[BLOG] How vBulletin lost its course

LincLinc OwnerDetroit Icrontian
edited November -1 in Community
The past year or two has seen a flurry of updates to vBulletin, but I'm convinced their efforts have been misplaced. Instead of focusing on the quality of their product, Jelsoft has elected to see how many "me too" features it can grab from social media websites. In doing so, it has neglected its core purpose (discussions!), increased its code overhead, and sacrificed time that should have been spent on what it needs most: better usability.

The time spent

So what did Jelsoft do with the last couple years? It added Facebook-style walls and social groups, personal photo albums that are decidedly not Flickr-like, delicious meta tagging, "infractions" for members, better spam management, new Friends functionality, and (finally) upgraded private messaging to include search filters and quick reply. I'm sure they'd argue for a more full list, but those are the marquee items.

Only four of the eight enhancements improved on the core system: spam management, infractions, tagging, and private messaging. Not-so-coincidentally, they're also the only four I'd argue belong in the core product (though I question even Infractions not being a plugin).

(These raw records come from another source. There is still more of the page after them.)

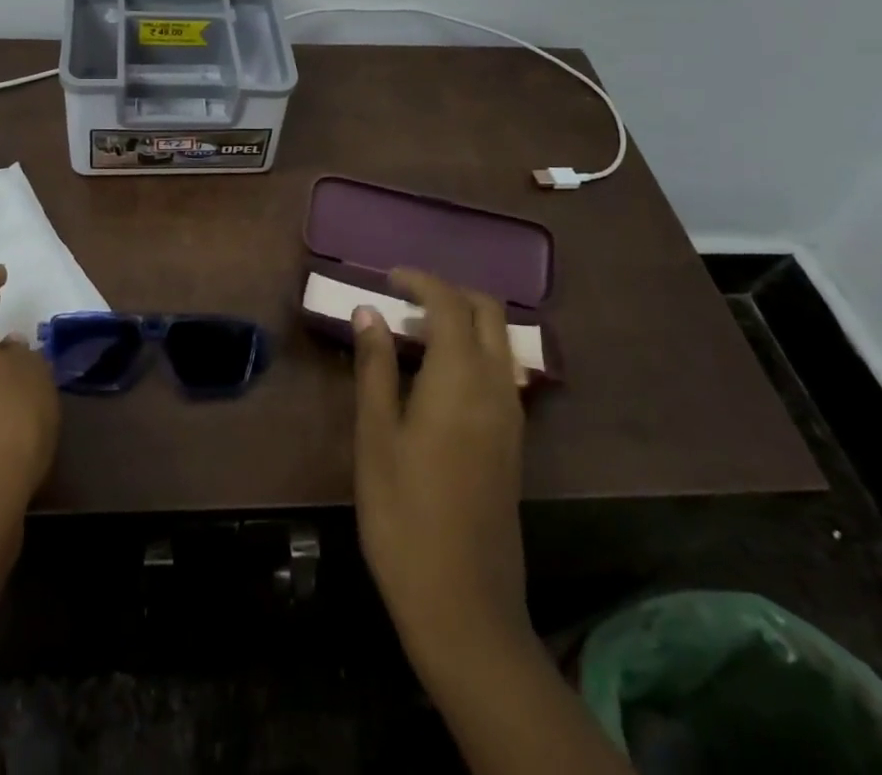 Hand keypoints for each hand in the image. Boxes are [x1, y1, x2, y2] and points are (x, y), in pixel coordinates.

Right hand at [352, 268, 528, 665]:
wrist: (463, 604)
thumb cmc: (404, 514)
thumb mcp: (376, 435)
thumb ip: (375, 366)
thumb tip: (368, 311)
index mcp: (461, 377)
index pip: (449, 302)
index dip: (419, 281)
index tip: (387, 278)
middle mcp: (496, 386)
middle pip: (487, 312)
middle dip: (449, 292)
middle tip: (404, 300)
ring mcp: (511, 416)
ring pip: (499, 341)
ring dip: (464, 321)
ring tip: (415, 334)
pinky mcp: (513, 442)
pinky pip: (500, 371)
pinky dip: (473, 351)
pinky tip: (437, 376) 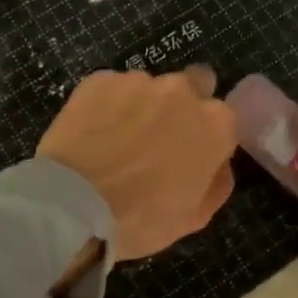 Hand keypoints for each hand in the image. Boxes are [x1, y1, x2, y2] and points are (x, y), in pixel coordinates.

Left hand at [38, 66, 238, 261]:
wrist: (73, 205)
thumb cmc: (140, 218)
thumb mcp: (194, 217)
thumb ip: (216, 183)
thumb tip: (218, 164)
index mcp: (215, 124)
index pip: (223, 118)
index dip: (207, 135)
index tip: (190, 153)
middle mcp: (182, 91)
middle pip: (193, 85)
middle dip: (181, 105)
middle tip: (158, 138)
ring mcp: (139, 81)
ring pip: (149, 87)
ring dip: (141, 106)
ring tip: (116, 140)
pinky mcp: (100, 79)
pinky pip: (111, 89)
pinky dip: (107, 105)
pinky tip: (92, 133) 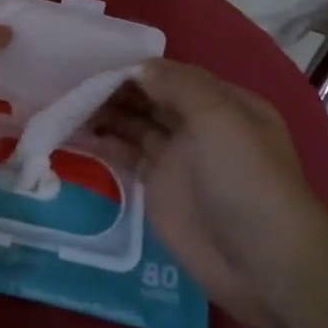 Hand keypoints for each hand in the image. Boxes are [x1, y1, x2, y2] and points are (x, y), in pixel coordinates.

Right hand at [94, 60, 327, 327]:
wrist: (261, 263)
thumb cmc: (244, 180)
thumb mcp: (219, 118)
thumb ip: (178, 85)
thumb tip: (138, 68)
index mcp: (223, 102)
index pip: (171, 75)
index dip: (135, 69)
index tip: (94, 64)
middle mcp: (200, 125)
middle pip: (150, 98)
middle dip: (115, 90)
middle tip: (71, 84)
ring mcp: (178, 158)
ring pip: (135, 125)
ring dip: (104, 114)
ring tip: (66, 106)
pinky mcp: (159, 188)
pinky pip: (127, 156)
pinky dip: (104, 144)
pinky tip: (76, 134) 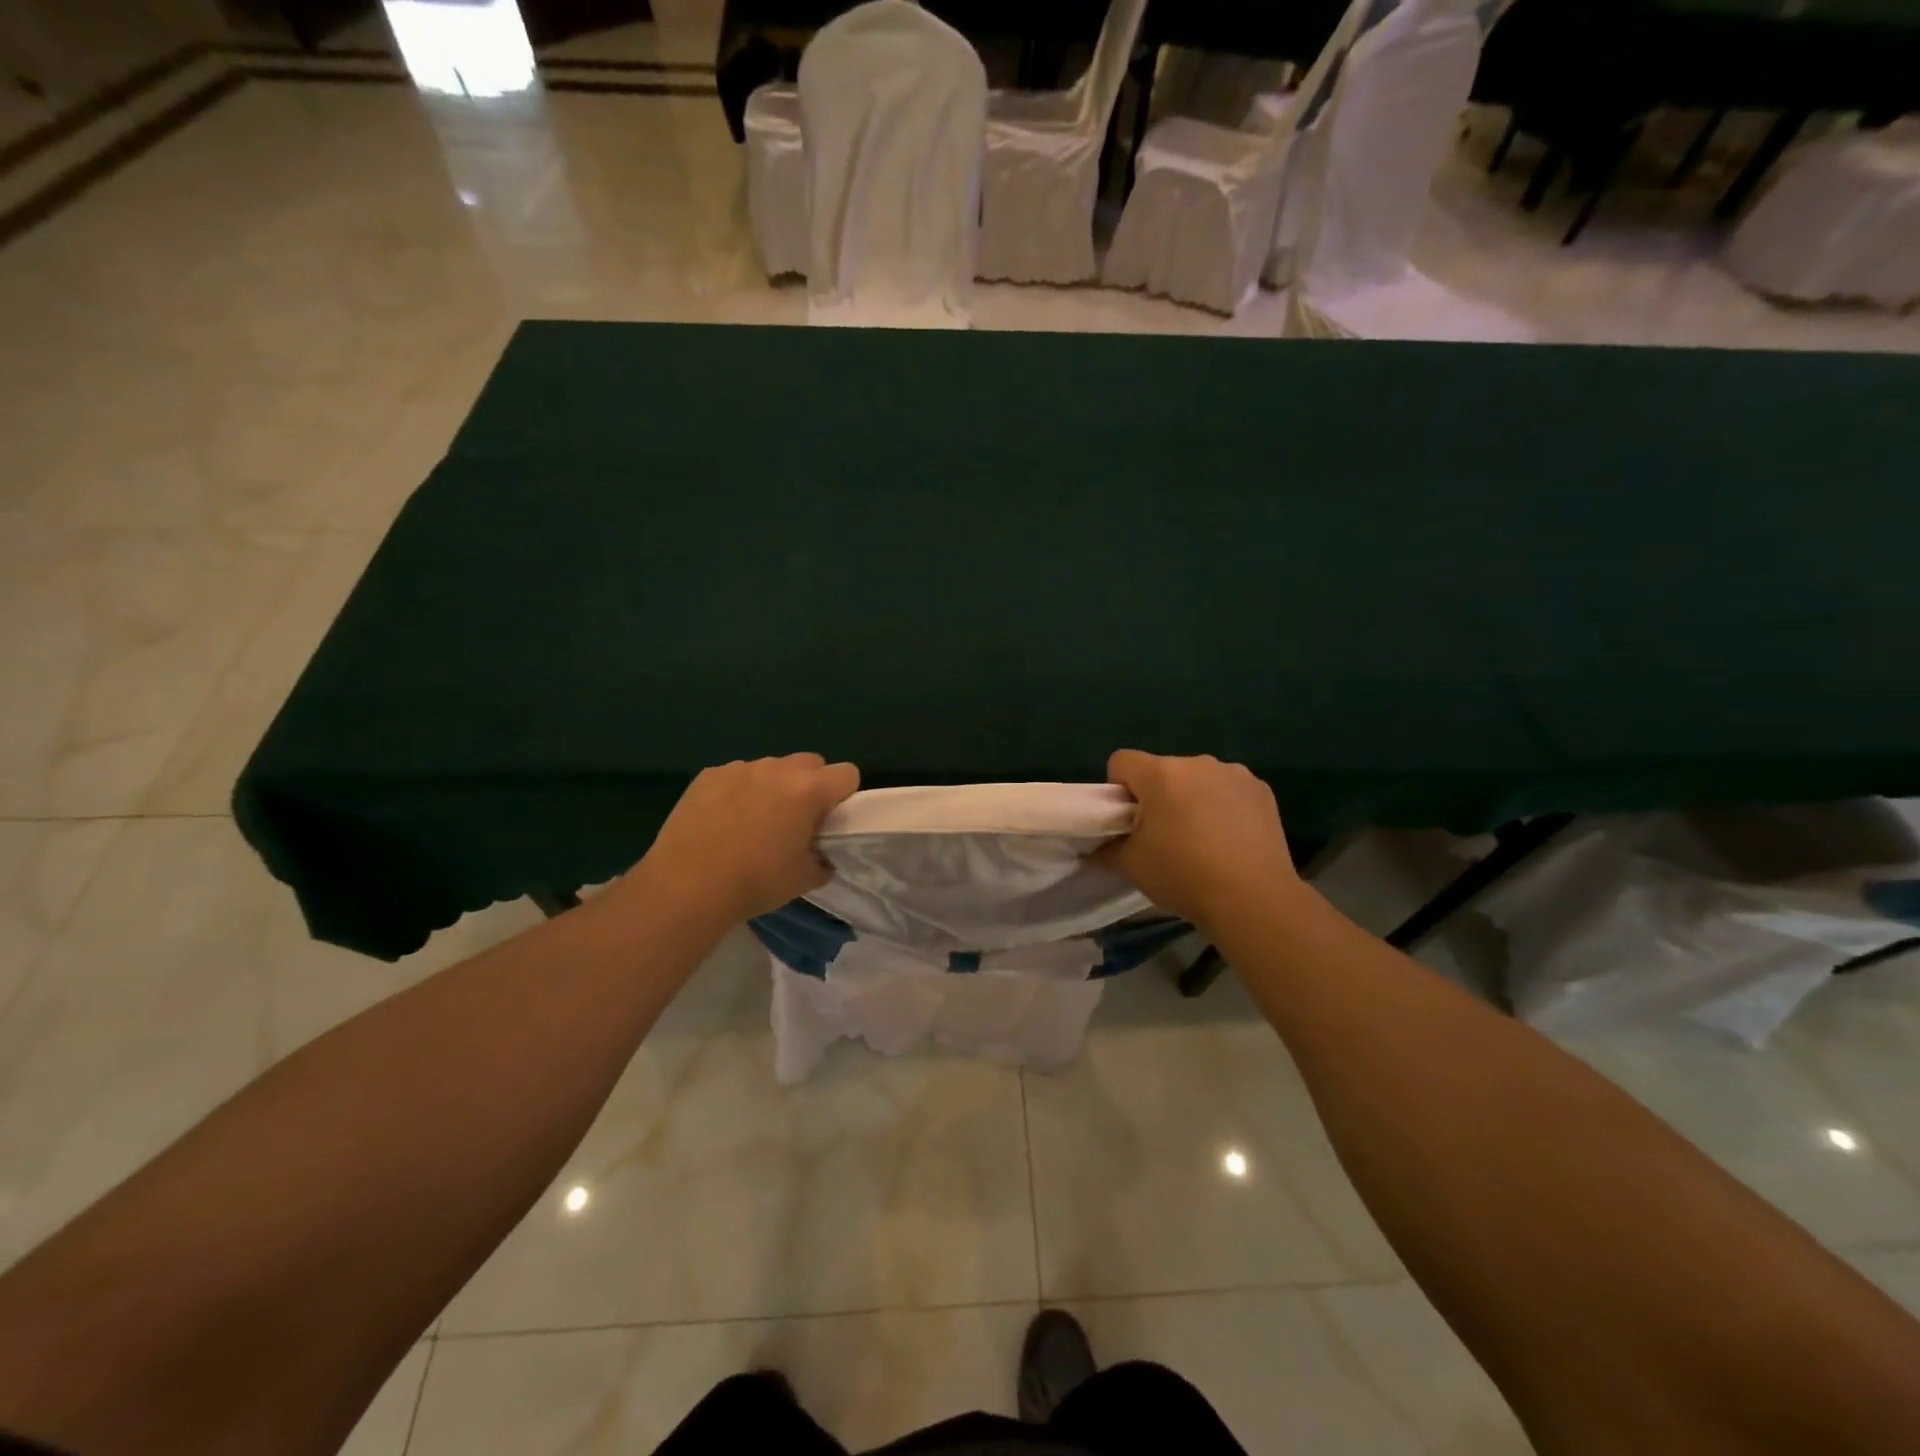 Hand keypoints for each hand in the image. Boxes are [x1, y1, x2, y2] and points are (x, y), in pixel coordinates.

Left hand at [626, 754, 859, 926]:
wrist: (687, 885)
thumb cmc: (755, 882)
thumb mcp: (803, 879)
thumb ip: (822, 861)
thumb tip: (821, 856)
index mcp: (808, 791)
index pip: (847, 774)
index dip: (844, 795)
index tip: (829, 820)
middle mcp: (777, 769)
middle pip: (810, 763)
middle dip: (810, 785)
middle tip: (795, 820)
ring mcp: (740, 768)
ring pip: (771, 768)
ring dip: (773, 787)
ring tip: (753, 822)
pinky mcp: (709, 775)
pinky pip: (737, 776)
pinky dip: (739, 792)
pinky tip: (723, 822)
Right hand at [1100, 750, 1300, 929]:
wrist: (1253, 899)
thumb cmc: (1183, 875)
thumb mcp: (1131, 866)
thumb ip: (1106, 849)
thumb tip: (1095, 849)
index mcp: (1160, 773)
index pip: (1121, 761)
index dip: (1118, 789)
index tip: (1128, 821)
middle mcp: (1197, 763)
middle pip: (1163, 771)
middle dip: (1158, 796)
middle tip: (1164, 837)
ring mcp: (1234, 774)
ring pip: (1198, 780)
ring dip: (1192, 799)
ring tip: (1202, 841)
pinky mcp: (1261, 790)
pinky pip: (1229, 790)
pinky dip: (1224, 807)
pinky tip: (1231, 840) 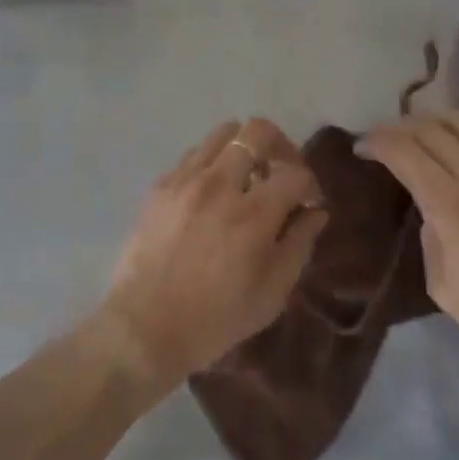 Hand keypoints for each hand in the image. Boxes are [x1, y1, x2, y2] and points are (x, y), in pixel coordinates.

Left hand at [97, 119, 327, 394]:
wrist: (143, 328)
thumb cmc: (215, 320)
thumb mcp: (272, 293)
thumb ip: (299, 244)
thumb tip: (315, 211)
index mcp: (252, 215)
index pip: (295, 173)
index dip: (310, 184)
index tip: (307, 202)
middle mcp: (219, 184)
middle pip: (257, 131)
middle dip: (279, 145)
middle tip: (280, 171)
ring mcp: (186, 180)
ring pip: (223, 133)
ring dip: (243, 148)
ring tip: (245, 178)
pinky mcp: (161, 184)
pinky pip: (194, 155)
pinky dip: (212, 164)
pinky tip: (212, 194)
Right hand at [358, 111, 458, 384]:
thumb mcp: (442, 286)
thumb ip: (428, 235)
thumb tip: (426, 206)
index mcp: (455, 209)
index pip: (406, 150)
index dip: (377, 141)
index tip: (361, 148)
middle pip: (430, 128)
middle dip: (397, 128)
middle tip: (381, 141)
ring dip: (431, 120)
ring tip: (417, 135)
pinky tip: (453, 148) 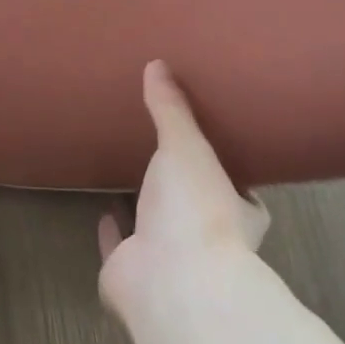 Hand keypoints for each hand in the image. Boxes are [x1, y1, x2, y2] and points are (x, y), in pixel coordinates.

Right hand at [97, 61, 268, 314]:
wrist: (171, 279)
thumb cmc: (196, 209)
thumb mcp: (187, 146)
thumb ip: (172, 110)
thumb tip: (158, 64)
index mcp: (235, 213)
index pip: (241, 194)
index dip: (229, 177)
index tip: (216, 155)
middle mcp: (205, 239)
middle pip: (196, 212)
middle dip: (182, 192)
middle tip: (165, 163)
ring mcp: (168, 261)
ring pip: (156, 230)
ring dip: (146, 210)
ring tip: (130, 179)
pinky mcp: (130, 274)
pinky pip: (119, 247)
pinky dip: (112, 233)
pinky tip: (103, 215) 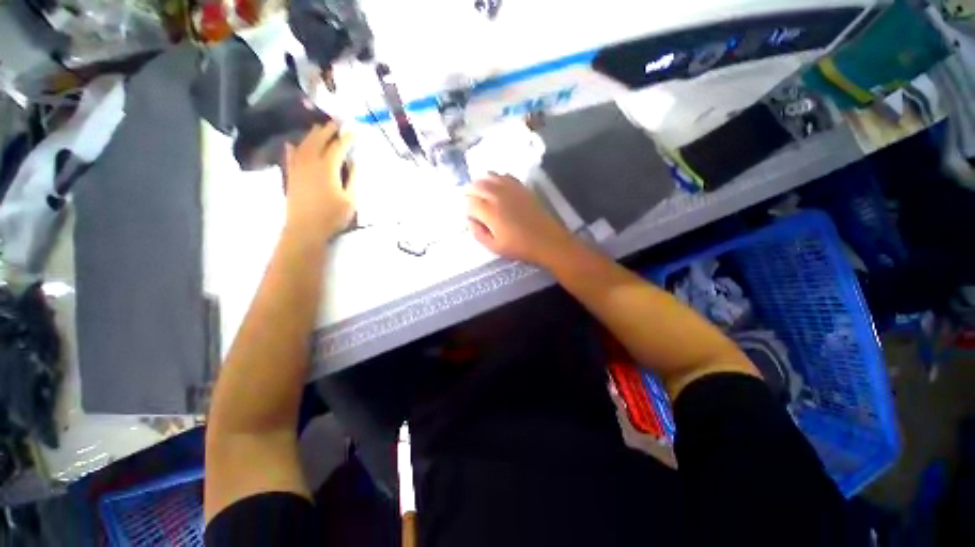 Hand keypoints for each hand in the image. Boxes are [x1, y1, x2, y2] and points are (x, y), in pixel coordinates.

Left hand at [283, 123, 355, 240]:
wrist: (305, 228)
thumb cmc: (332, 216)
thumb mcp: (350, 200)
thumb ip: (352, 179)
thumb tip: (352, 162)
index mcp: (327, 168)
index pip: (337, 148)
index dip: (346, 139)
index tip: (352, 131)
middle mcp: (310, 163)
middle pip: (318, 140)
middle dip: (327, 131)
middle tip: (335, 124)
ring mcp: (297, 168)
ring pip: (303, 145)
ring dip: (311, 135)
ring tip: (318, 128)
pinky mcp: (290, 175)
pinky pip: (290, 156)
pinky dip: (292, 148)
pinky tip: (292, 143)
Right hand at [466, 173, 574, 265]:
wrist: (547, 241)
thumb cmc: (519, 247)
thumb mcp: (493, 246)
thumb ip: (477, 232)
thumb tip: (471, 220)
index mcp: (489, 211)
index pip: (468, 201)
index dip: (465, 207)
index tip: (469, 215)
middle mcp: (497, 195)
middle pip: (476, 185)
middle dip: (469, 193)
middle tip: (470, 203)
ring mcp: (510, 188)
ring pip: (489, 176)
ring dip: (481, 183)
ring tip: (481, 193)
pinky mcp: (521, 187)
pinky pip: (504, 175)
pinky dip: (496, 179)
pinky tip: (497, 187)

Walls, Social Groups, and Albums have no business being in a discussion forum product; they should be official plugins. On Icrontic, I spent days of free time forcibly removing them. Why would I do that? Because a forum community isn't Facebook, and it isn't Flickr. vBulletin's sorry imitations of both platforms has left a bad taste in my mouth. They're just more features to add to a bulleted list rather than a thoughtful addition to their product.

That leaves Friends, which is basically a decent idea with poor execution. Have you ever actually tried using it? Check off the avatars of the people you want to accept invitations from, seriously? It's enough to bring your palm into abrupt forehead contact.

Even if they had released them as plugins, I question whether the time spent hasn't significantly hurt their product. In 2009, I expect web-based software to be user friendly, easily customized, and well-documented. vBulletin is none of these things.

What was sacrificed

The core mission of forum software, I'd argue, is to have discussions. With that in mind, let's analyze having a discussion on vBulletin.

First, it treats categories as "rooms" which is so very 1999. You have to pick your room before you can start talking, and once you're in that room you can only start discussions in that room. Why no universal "Start Thread" button with a category drop-down? I've had to hack something like that into Icrontic to get around it.

Second, why is there a built-in Calendar (for as long as I can remember) but I can't talk about events? Why else would I create an event on a discussion forum?

Third, why is the interface so obsessed with numbers and facts? The amount of over-engineering is staggering. Post counts, thread counts, member counts, posting times down to the minute (even if it was 5 years ago), ratings, and so many icons you need a legend to explain them all. What if we just want to, you know, talk?

Fourth, the learning curve is high. Very few people can figure out how to attach something the first time they try. There's so many check boxes and buttons in the New Post window you'd think it was the control panel for the whole site. Every day, I get a blank private message from someone trying to reply to the automatic welcome PM sent to new members. It's clear that the Quick Reply that Jelsoft added (with auto-quoting filled in) is so counter-intuitive that most people give up or hit the wrong button.

All of these things suggest that a lot more time could be put into streamlining the interface and already-existing functionality... but hasn't. And, this only covers the user-facing part of the forum. I wouldn't even know where to begin in critiquing the administrator control panel. It's so hopelessly broken, unusable, and nightmarish that redesigning it could be someone's doctoral thesis in Web Application Usability. It sucks. Bad.

The result of folly

Rather than focusing on core usability or creating ancillary features as plugins, what we have now is a more bloated, complicated product that's stuck three years in the past. I've already talked about how lacking vBulletin is from a developer's perspective, which doesn't paint a pretty picture of where the forum software is in terms of templating and documentation.

This is a product which was admirably ahead of its time in 2006 but is now woefully behind the times in 2009. I sincerely hope the Jelsoft team stops measuring success on the number of features and starts measuring it on the quality of user experience. I hope this desperately since I am inextricably bound to it, slowly hacking away at problems they should have dealt with years ago.